Collected data entries:
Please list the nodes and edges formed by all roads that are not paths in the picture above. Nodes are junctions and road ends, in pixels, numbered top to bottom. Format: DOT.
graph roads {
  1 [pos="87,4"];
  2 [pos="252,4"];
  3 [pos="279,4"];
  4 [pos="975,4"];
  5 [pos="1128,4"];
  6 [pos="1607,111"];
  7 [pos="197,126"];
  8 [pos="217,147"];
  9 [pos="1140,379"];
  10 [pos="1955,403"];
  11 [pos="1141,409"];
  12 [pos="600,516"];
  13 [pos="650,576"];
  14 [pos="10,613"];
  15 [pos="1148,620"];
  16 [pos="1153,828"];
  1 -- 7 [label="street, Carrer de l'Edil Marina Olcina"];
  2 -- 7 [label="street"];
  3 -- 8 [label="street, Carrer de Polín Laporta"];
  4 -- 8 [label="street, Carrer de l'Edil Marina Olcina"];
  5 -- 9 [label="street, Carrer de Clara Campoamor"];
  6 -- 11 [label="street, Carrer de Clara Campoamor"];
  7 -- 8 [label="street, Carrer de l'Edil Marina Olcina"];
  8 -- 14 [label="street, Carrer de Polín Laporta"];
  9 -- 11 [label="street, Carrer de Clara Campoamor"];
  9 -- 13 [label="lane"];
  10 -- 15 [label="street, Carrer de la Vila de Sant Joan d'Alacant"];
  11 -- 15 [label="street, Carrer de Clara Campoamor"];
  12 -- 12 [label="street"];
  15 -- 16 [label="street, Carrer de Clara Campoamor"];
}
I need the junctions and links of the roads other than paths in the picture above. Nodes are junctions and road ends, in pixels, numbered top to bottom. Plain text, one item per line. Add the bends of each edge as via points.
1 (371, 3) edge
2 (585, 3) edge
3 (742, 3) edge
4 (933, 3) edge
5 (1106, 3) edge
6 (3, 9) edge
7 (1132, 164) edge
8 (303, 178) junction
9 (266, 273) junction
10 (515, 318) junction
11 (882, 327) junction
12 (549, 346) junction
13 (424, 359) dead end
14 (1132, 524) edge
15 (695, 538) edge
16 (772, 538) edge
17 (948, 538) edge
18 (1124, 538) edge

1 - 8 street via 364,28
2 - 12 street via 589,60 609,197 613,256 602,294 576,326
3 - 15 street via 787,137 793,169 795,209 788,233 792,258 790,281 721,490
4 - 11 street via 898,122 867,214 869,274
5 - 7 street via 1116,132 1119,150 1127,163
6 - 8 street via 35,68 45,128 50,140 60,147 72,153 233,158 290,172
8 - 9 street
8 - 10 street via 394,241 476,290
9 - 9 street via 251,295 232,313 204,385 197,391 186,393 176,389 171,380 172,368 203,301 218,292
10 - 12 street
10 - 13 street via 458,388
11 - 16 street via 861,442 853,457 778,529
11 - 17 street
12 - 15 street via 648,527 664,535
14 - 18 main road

### EXERCISE BRIEF
Starting at the line that contains "I need the junctions", write out every line through the last one in the data above, exactly as it stands.

### RESULT FOR THIS EXERCISE
I need the junctions and links of the roads other than paths in the picture above. Nodes are junctions and road ends, in pixels, numbered top to bottom. Plain text, one item per line. Add the bends of each edge as via points.
1 (371, 3) edge
2 (585, 3) edge
3 (742, 3) edge
4 (933, 3) edge
5 (1106, 3) edge
6 (3, 9) edge
7 (1132, 164) edge
8 (303, 178) junction
9 (266, 273) junction
10 (515, 318) junction
11 (882, 327) junction
12 (549, 346) junction
13 (424, 359) dead end
14 (1132, 524) edge
15 (695, 538) edge
16 (772, 538) edge
17 (948, 538) edge
18 (1124, 538) edge

1 - 8 street via 364,28
2 - 12 street via 589,60 609,197 613,256 602,294 576,326
3 - 15 street via 787,137 793,169 795,209 788,233 792,258 790,281 721,490
4 - 11 street via 898,122 867,214 869,274
5 - 7 street via 1116,132 1119,150 1127,163
6 - 8 street via 35,68 45,128 50,140 60,147 72,153 233,158 290,172
8 - 9 street
8 - 10 street via 394,241 476,290
9 - 9 street via 251,295 232,313 204,385 197,391 186,393 176,389 171,380 172,368 203,301 218,292
10 - 12 street
10 - 13 street via 458,388
11 - 16 street via 861,442 853,457 778,529
11 - 17 street
12 - 15 street via 648,527 664,535
14 - 18 main road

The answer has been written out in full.